Governor-General of British territories in India Charles Canning’s next decision meant that, instead of a series of mopping-up operations, conducted in the next campaigning season when Campbell had originally intended to take Lucknow, the British were suddenly faced by a whole new rebellion, requiring them once more to fight on through the hot weather and the monsoon. As a collective punishment for the support that so many taluqdars of Awadh had given to the cause of their deposed king, Canning issued a proclamation that all except for six named individuals would have their land-holdings resumed. Other than a promise of life and liberty to those who were not personally implicated in murder, the only concession offered was that dispossessed taluqdars should depend on the justice and mercy of the British government. In view of its previous dealings with Awadh, he might as well have said they should depend on the mildness of the summer sun or the gentleness of the monsoon rain. The result, as Outram and John Lawrence warned him would be the case, was to drive those who had previously been in arms to a more determined resistance. Those who had been neutral, or had helped British fugitives, took up arms themselves rather than suffer the loss of their place in the world.

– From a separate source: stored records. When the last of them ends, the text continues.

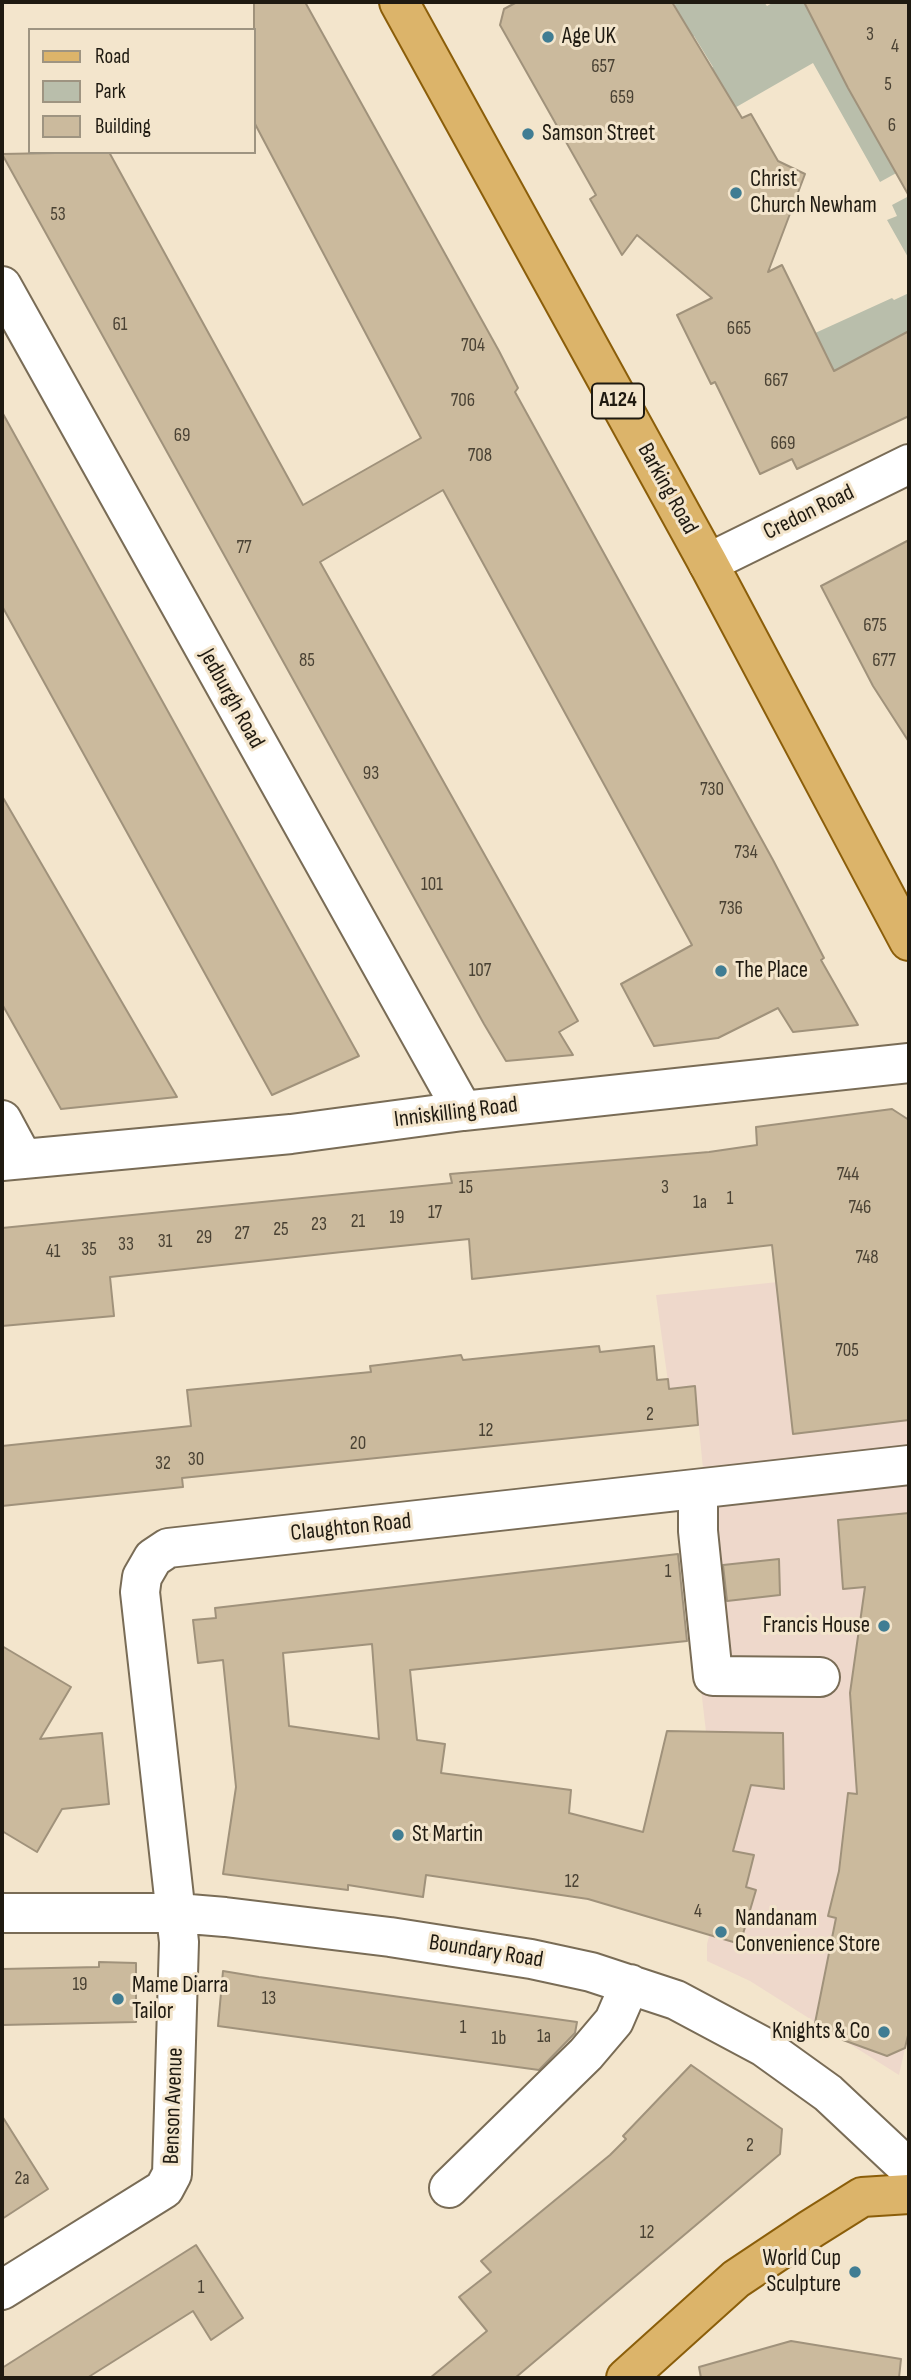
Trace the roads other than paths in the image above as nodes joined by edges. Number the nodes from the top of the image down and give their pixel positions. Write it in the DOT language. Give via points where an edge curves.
graph roads {
  1 [pos="408,5"];
  2 [pos="2,286"];
  3 [pos="909,464"];
  4 [pos="708,563"];
  5 [pos="909,941"];
  6 [pos="909,1063"];
  7 [pos="463,1111"];
  8 [pos="2,1120"];
  9 [pos="13,1160"];
  10 [pos="909,1465"];
  11 [pos="698,1490"];
  12 [pos="820,1676"];
  13 [pos="2,1913"];
  14 [pos="177,1913"];
  15 [pos="630,1984"];
  16 [pos="909,2169"];
  17 [pos="449,2188"];
  18 [pos="909,2194"];
  19 [pos="2,2290"];
  20 [pos="626,2378"];
  1 -- 4 [label="main road, Barking Road / A124"];
  2 -- 7 [label="street, Jedburgh Road"];
  3 -- 4 [label="street, Credon Road"];
  4 -- 5 [label="main road, Barking Road / A124"];
  6 -- 7 [label="street, Inniskilling Road"];
  7 -- 9 [label="street, Inniskilling Road"];
  8 -- 9 [label="street"];
  10 -- 11 [label="street, Claughton Road"];
  11 -- 12 [label="street" via="713,1676"];
  11 -- 14 [label="street, Claughton Road" via="168,1548 153,1558 140,1592"];
  13 -- 14 [label="street, Boundary Road"];
  14 -- 15 [label="street, Boundary Road" via="518,1957"];
  14 -- 19 [label="street, Benson Avenue" via="180,1964 173,2175 164,2189"];
  15 -- 16 [label="street, Boundary Road" via="676,2000 764,2047 828,2093"];
  15 -- 17 [label="street" via="614,2021 586,2054"];
  18 -- 20 [label="main road" via="862,2197 811,2229 736,2279"];
}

The insurgents who had been driven from Lucknow, instead of quietly dispersing to their homes, remained in the field with renewed hope.

Canning had prepared this proclamation long in advance and only waited for the recovery of Lucknow before issuing it, on the grounds that such leniency as it contained would otherwise be regarded as evidence of British weakness. He sent it to London for approval, unaware that Palmerston’s administration had fallen on 12 February 1858 and the Conservatives had returned to office after a generation in opposition. The new President of the Board of Control, Lord Ellenborough, a former Governor-General of India, wrote to Canning on 24 March saying that, once Lucknow was taken, Awadh should be treated with the conventions appropriate to a country conquered after defending itself to the last in a desperate war, rather than those applicable to the suppression of mutiny and rebellion. He was appalled when he received on 12 April the terms of the Awadh declaration, sent long before Canning knew of the change of ministry. It was especially unexpected given that Canning had previously insisted that no one be punished without due process, if only to avoid alienating the many respectable Indians who supported the maintenance of British rule (a policy pilloried in The Times and Punch as `The Clemency of Canning’). In a minute denouncing Dalhousie’s annexation of Awadh as based on fraud and deception, Ellenborough said that hostilities there `had rather the character of legitimate war than of rebellion’. Canning was told that the ministers wished to see British rule in India rest upon the willing obedience of a contented people. `There cannot be contentment where there is general confiscation.’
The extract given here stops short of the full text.